Collected data:
--*--

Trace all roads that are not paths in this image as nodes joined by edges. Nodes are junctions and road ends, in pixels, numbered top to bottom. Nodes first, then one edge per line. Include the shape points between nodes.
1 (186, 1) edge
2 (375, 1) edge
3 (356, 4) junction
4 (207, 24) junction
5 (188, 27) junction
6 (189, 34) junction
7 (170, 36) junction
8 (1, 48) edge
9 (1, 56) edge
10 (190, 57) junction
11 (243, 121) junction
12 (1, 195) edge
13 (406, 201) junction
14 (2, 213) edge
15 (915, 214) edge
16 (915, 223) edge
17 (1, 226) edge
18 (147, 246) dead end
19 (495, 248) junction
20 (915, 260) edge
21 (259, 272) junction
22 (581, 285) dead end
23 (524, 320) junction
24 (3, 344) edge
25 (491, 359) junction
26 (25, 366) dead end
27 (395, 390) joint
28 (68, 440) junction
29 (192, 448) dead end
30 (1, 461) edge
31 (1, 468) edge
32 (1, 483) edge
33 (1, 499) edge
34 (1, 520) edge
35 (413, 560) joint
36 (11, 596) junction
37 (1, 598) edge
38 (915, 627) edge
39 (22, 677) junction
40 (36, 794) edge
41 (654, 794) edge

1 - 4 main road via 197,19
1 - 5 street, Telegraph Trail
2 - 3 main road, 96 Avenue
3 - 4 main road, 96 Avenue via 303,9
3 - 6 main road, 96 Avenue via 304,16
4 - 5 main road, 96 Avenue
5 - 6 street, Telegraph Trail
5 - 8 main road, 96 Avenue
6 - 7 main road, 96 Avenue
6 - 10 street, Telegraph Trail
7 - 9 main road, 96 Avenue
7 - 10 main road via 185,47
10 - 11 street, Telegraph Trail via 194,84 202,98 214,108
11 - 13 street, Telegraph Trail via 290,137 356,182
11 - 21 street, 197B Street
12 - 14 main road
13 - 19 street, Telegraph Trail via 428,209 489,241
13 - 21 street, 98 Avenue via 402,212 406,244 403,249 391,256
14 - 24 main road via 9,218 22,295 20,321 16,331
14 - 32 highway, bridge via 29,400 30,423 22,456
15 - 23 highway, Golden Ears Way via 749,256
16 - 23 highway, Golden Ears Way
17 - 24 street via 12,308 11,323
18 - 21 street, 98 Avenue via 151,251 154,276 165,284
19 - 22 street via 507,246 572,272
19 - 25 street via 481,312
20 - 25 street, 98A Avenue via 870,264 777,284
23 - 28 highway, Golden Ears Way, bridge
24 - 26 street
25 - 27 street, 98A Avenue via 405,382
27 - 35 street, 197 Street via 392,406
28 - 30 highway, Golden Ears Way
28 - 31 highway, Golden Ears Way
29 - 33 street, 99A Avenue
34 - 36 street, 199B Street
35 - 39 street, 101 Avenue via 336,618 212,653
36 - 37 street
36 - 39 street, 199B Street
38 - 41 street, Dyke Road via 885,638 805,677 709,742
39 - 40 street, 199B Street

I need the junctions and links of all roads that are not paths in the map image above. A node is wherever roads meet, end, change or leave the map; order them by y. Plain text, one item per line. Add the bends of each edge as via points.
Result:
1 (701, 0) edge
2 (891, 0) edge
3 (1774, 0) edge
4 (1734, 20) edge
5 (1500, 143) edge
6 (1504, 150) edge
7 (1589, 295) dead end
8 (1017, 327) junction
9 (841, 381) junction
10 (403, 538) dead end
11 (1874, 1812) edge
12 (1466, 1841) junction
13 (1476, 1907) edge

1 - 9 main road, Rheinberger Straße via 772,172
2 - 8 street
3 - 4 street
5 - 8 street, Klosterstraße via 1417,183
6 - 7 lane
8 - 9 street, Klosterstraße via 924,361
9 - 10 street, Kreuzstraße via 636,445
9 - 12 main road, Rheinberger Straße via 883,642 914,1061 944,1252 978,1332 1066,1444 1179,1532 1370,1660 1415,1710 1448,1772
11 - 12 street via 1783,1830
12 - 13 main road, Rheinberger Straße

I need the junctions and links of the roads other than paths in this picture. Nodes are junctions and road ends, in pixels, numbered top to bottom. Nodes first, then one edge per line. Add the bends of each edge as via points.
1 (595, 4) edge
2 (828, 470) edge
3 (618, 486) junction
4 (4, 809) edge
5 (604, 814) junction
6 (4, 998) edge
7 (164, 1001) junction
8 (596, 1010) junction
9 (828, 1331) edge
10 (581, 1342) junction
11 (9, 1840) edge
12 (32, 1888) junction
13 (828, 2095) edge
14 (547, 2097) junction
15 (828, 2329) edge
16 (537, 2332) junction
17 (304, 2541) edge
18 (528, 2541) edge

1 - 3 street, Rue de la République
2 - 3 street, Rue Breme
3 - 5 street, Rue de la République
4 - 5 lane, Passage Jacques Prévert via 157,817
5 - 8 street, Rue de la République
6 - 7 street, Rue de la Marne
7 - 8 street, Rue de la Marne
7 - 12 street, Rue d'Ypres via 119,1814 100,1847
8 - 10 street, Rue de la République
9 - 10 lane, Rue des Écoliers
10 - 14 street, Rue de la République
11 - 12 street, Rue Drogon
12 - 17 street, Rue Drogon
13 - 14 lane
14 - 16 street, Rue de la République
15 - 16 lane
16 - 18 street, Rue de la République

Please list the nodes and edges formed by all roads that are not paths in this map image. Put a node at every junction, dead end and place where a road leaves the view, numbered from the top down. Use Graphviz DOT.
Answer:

--*--

### [PROBLEM DETAILS]
Print each of the lines above again, unchanged.

### [PROBLEM SOLUTION]
Trace all roads that are not paths in this image as nodes joined by edges. Nodes are junctions and road ends, in pixels, numbered top to bottom. Nodes first, then one edge per line. Include the shape points between nodes.
1 (186, 1) edge
2 (375, 1) edge
3 (356, 4) junction
4 (207, 24) junction
5 (188, 27) junction
6 (189, 34) junction
7 (170, 36) junction
8 (1, 48) edge
9 (1, 56) edge
10 (190, 57) junction
11 (243, 121) junction
12 (1, 195) edge
13 (406, 201) junction
14 (2, 213) edge
15 (915, 214) edge
16 (915, 223) edge
17 (1, 226) edge
18 (147, 246) dead end
19 (495, 248) junction
20 (915, 260) edge
21 (259, 272) junction
22 (581, 285) dead end
23 (524, 320) junction
24 (3, 344) edge
25 (491, 359) junction
26 (25, 366) dead end
27 (395, 390) joint
28 (68, 440) junction
29 (192, 448) dead end
30 (1, 461) edge
31 (1, 468) edge
32 (1, 483) edge
33 (1, 499) edge
34 (1, 520) edge
35 (413, 560) joint
36 (11, 596) junction
37 (1, 598) edge
38 (915, 627) edge
39 (22, 677) junction
40 (36, 794) edge
41 (654, 794) edge

1 - 4 main road via 197,19
1 - 5 street, Telegraph Trail
2 - 3 main road, 96 Avenue
3 - 4 main road, 96 Avenue via 303,9
3 - 6 main road, 96 Avenue via 304,16
4 - 5 main road, 96 Avenue
5 - 6 street, Telegraph Trail
5 - 8 main road, 96 Avenue
6 - 7 main road, 96 Avenue
6 - 10 street, Telegraph Trail
7 - 9 main road, 96 Avenue
7 - 10 main road via 185,47
10 - 11 street, Telegraph Trail via 194,84 202,98 214,108
11 - 13 street, Telegraph Trail via 290,137 356,182
11 - 21 street, 197B Street
12 - 14 main road
13 - 19 street, Telegraph Trail via 428,209 489,241
13 - 21 street, 98 Avenue via 402,212 406,244 403,249 391,256
14 - 24 main road via 9,218 22,295 20,321 16,331
14 - 32 highway, bridge via 29,400 30,423 22,456
15 - 23 highway, Golden Ears Way via 749,256
16 - 23 highway, Golden Ears Way
17 - 24 street via 12,308 11,323
18 - 21 street, 98 Avenue via 151,251 154,276 165,284
19 - 22 street via 507,246 572,272
19 - 25 street via 481,312
20 - 25 street, 98A Avenue via 870,264 777,284
23 - 28 highway, Golden Ears Way, bridge
24 - 26 street
25 - 27 street, 98A Avenue via 405,382
27 - 35 street, 197 Street via 392,406
28 - 30 highway, Golden Ears Way
28 - 31 highway, Golden Ears Way
29 - 33 street, 99A Avenue
34 - 36 street, 199B Street
35 - 39 street, 101 Avenue via 336,618 212,653
36 - 37 street
36 - 39 street, 199B Street
38 - 41 street, Dyke Road via 885,638 805,677 709,742
39 - 40 street, 199B Street

I need the junctions and links of all roads that are not paths in the map image above. A node is wherever roads meet, end, change or leave the map; order them by y. Plain text, one item per line. Add the bends of each edge as via points.
Result:
1 (701, 0) edge
2 (891, 0) edge
3 (1774, 0) edge
4 (1734, 20) edge
5 (1500, 143) edge
6 (1504, 150) edge
7 (1589, 295) dead end
8 (1017, 327) junction
9 (841, 381) junction
10 (403, 538) dead end
11 (1874, 1812) edge
12 (1466, 1841) junction
13 (1476, 1907) edge

1 - 9 main road, Rheinberger Straße via 772,172
2 - 8 street
3 - 4 street
5 - 8 street, Klosterstraße via 1417,183
6 - 7 lane
8 - 9 street, Klosterstraße via 924,361
9 - 10 street, Kreuzstraße via 636,445
9 - 12 main road, Rheinberger Straße via 883,642 914,1061 944,1252 978,1332 1066,1444 1179,1532 1370,1660 1415,1710 1448,1772
11 - 12 street via 1783,1830
12 - 13 main road, Rheinberger Straße

I need the junctions and links of the roads other than paths in this picture. Nodes are junctions and road ends, in pixels, numbered top to bottom. Nodes first, then one edge per line. Add the bends of each edge as via points.
1 (595, 4) edge
2 (828, 470) edge
3 (618, 486) junction
4 (4, 809) edge
5 (604, 814) junction
6 (4, 998) edge
7 (164, 1001) junction
8 (596, 1010) junction
9 (828, 1331) edge
10 (581, 1342) junction
11 (9, 1840) edge
12 (32, 1888) junction
13 (828, 2095) edge
14 (547, 2097) junction
15 (828, 2329) edge
16 (537, 2332) junction
17 (304, 2541) edge
18 (528, 2541) edge

1 - 3 street, Rue de la République
2 - 3 street, Rue Breme
3 - 5 street, Rue de la République
4 - 5 lane, Passage Jacques Prévert via 157,817
5 - 8 street, Rue de la République
6 - 7 street, Rue de la Marne
7 - 8 street, Rue de la Marne
7 - 12 street, Rue d'Ypres via 119,1814 100,1847
8 - 10 street, Rue de la République
9 - 10 lane, Rue des Écoliers
10 - 14 street, Rue de la République
11 - 12 street, Rue Drogon
12 - 17 street, Rue Drogon
13 - 14 lane
14 - 16 street, Rue de la République
15 - 16 lane
16 - 18 street, Rue de la République

Please list the nodes and edges formed by all roads that are not paths in this map image. Put a node at every junction, dead end and place where a road leaves the view, numbered from the top down. Use Graphviz DOT.
Answer:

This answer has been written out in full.